### Work to be completed
Check each line of the records below for the word "without" and copy those where it appears.
Content starts
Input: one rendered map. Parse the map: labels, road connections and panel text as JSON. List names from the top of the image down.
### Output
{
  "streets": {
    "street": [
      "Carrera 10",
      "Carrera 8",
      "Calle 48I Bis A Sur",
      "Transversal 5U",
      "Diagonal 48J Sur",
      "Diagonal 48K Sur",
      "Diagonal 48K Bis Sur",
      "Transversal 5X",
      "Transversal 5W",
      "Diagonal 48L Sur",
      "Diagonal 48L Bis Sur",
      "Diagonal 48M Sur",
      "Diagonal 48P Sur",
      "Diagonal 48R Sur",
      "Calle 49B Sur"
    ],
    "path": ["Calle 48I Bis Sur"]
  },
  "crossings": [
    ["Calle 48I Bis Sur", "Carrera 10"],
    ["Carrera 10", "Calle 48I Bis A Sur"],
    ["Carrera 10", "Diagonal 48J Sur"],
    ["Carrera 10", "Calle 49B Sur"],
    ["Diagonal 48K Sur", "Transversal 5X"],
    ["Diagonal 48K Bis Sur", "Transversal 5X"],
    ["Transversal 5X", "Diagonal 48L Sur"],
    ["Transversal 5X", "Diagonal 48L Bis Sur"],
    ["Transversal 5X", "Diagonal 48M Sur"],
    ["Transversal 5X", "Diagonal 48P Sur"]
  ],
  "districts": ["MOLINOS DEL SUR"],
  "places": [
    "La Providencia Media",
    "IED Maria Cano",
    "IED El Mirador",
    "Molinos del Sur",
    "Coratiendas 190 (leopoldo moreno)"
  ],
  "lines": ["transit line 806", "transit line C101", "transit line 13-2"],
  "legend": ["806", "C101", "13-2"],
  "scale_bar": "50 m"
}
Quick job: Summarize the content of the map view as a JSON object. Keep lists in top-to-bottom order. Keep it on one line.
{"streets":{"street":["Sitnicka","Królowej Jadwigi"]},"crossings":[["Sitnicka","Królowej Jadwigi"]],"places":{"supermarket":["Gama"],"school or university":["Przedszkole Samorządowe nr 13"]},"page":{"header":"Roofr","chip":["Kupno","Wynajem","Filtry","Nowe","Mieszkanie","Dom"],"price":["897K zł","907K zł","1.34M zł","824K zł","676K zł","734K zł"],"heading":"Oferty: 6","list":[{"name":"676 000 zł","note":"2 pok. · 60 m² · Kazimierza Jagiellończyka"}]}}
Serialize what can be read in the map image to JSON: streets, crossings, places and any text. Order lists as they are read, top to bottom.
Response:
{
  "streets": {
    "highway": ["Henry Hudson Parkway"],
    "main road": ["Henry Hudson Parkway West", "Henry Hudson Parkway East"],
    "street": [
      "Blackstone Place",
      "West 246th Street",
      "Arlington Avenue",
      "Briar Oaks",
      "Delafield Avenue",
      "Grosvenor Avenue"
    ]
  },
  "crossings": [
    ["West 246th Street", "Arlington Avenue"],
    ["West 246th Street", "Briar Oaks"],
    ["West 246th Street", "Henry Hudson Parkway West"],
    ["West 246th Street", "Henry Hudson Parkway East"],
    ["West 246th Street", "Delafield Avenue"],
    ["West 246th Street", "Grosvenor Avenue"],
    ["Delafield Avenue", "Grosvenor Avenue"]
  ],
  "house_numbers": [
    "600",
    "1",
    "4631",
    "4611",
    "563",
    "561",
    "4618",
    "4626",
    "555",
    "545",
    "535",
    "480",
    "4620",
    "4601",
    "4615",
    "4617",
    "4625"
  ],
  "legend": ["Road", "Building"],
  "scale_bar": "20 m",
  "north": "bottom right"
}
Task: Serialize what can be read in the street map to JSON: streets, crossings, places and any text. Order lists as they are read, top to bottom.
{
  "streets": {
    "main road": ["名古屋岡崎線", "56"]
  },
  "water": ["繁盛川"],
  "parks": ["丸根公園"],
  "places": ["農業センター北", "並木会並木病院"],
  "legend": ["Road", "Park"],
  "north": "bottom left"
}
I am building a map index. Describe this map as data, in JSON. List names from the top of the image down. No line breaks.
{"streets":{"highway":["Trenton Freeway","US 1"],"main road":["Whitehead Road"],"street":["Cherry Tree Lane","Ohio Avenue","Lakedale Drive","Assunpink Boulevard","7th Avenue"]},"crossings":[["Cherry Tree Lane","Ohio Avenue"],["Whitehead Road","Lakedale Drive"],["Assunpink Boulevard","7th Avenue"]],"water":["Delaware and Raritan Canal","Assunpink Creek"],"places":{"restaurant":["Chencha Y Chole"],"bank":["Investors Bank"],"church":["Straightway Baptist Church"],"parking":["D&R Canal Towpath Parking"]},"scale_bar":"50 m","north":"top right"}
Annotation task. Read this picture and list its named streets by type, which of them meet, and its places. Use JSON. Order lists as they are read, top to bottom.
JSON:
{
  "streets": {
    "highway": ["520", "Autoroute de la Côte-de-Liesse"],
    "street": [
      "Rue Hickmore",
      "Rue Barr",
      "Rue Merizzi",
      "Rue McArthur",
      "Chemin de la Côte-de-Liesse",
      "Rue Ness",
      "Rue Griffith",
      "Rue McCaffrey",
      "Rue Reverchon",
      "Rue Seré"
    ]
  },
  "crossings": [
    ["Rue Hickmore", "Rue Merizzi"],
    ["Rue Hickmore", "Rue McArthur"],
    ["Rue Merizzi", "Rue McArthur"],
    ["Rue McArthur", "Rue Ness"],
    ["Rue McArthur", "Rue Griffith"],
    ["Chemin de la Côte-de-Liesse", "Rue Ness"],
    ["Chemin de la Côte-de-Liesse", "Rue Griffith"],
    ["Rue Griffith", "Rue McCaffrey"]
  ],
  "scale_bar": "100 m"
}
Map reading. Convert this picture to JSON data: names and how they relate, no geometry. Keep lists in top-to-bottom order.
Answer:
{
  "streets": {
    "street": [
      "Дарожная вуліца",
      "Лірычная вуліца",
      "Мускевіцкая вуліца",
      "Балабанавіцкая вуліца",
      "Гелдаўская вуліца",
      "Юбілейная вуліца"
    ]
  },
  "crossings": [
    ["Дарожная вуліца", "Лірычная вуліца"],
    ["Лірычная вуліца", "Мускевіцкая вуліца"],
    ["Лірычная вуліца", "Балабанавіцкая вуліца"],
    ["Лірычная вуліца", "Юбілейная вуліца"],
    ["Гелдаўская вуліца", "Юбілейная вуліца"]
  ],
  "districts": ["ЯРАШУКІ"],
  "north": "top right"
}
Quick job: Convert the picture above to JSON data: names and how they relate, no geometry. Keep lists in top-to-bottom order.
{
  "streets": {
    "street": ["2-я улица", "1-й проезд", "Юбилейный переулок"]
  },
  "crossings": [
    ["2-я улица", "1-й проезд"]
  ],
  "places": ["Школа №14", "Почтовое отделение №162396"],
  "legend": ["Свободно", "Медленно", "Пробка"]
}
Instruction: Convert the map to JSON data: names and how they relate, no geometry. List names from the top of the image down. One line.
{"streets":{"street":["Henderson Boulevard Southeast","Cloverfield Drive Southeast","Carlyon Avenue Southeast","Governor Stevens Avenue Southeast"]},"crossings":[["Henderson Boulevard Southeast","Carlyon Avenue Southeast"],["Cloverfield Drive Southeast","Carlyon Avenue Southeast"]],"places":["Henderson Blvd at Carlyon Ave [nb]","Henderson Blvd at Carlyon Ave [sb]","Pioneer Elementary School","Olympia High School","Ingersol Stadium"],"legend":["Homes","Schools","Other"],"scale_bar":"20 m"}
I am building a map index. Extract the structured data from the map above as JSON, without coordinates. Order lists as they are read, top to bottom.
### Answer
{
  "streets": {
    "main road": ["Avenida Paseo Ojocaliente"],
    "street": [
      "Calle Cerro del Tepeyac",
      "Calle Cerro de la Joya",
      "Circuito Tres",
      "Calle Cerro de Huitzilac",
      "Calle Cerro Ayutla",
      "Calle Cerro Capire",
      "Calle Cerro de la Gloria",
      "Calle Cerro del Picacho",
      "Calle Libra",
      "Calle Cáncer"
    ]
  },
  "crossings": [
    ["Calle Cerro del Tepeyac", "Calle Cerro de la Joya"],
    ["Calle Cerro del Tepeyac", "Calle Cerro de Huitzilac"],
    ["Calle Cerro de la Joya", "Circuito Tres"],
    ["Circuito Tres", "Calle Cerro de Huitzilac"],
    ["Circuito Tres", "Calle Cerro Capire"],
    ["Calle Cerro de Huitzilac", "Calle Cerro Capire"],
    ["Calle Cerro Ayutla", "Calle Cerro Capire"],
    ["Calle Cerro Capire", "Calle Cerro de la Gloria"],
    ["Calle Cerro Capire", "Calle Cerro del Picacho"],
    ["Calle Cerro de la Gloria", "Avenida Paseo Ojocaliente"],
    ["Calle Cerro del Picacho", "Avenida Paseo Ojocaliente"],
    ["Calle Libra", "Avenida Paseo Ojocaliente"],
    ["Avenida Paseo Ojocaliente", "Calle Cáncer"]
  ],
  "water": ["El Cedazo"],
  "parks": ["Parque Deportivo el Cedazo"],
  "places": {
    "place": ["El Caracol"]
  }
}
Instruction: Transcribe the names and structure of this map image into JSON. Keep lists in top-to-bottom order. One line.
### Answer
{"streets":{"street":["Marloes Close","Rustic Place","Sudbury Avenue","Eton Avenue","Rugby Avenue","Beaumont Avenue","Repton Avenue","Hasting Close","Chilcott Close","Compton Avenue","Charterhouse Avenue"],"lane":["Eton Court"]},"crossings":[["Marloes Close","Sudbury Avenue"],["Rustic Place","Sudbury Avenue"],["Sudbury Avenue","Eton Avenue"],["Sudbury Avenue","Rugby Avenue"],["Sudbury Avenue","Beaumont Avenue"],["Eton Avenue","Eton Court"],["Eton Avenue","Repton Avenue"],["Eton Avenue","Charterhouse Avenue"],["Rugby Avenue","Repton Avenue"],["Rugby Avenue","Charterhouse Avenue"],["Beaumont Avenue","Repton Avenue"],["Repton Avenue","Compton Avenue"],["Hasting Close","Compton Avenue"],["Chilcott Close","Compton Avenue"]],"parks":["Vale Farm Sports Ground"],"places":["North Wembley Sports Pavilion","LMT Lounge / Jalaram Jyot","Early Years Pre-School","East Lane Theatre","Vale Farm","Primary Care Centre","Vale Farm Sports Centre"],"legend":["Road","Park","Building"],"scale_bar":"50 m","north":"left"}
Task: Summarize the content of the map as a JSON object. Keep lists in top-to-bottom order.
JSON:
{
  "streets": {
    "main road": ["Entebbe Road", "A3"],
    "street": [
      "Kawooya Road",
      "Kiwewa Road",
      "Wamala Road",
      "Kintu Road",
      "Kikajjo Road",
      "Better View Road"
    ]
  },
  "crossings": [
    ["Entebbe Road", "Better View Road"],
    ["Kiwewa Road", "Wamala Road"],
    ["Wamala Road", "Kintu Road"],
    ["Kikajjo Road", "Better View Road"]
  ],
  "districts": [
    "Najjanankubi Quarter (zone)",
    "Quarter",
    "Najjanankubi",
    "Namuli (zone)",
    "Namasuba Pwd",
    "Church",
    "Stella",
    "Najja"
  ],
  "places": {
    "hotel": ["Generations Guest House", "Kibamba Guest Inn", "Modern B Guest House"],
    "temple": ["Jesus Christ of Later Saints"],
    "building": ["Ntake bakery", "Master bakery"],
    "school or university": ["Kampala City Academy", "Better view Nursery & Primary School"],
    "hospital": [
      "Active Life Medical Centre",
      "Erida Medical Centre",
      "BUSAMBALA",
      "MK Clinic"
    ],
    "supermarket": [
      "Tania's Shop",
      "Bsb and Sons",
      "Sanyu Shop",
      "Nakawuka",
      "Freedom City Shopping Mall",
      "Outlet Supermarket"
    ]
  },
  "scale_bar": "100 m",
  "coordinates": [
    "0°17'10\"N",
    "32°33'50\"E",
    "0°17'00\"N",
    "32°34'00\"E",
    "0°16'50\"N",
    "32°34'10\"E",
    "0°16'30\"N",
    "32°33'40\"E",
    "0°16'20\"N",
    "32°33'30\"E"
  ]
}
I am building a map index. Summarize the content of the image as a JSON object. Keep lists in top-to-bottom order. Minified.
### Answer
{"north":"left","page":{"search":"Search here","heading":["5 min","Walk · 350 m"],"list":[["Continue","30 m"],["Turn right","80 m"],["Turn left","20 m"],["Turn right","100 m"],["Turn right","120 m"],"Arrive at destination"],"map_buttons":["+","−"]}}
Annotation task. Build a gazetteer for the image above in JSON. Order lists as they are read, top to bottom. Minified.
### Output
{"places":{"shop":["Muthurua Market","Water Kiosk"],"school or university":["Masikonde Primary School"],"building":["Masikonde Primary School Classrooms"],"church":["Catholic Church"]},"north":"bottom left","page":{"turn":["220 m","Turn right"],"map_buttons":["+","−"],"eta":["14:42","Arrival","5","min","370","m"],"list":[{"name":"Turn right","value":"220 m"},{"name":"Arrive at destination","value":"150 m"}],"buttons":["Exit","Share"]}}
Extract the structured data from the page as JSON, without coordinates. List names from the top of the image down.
Content ends
### Task answer
I am building a map index. Extract the structured data from the map above as JSON, without coordinates. Order lists as they are read, top to bottom.
Extract the structured data from the page as JSON, without coordinates. List names from the top of the image down.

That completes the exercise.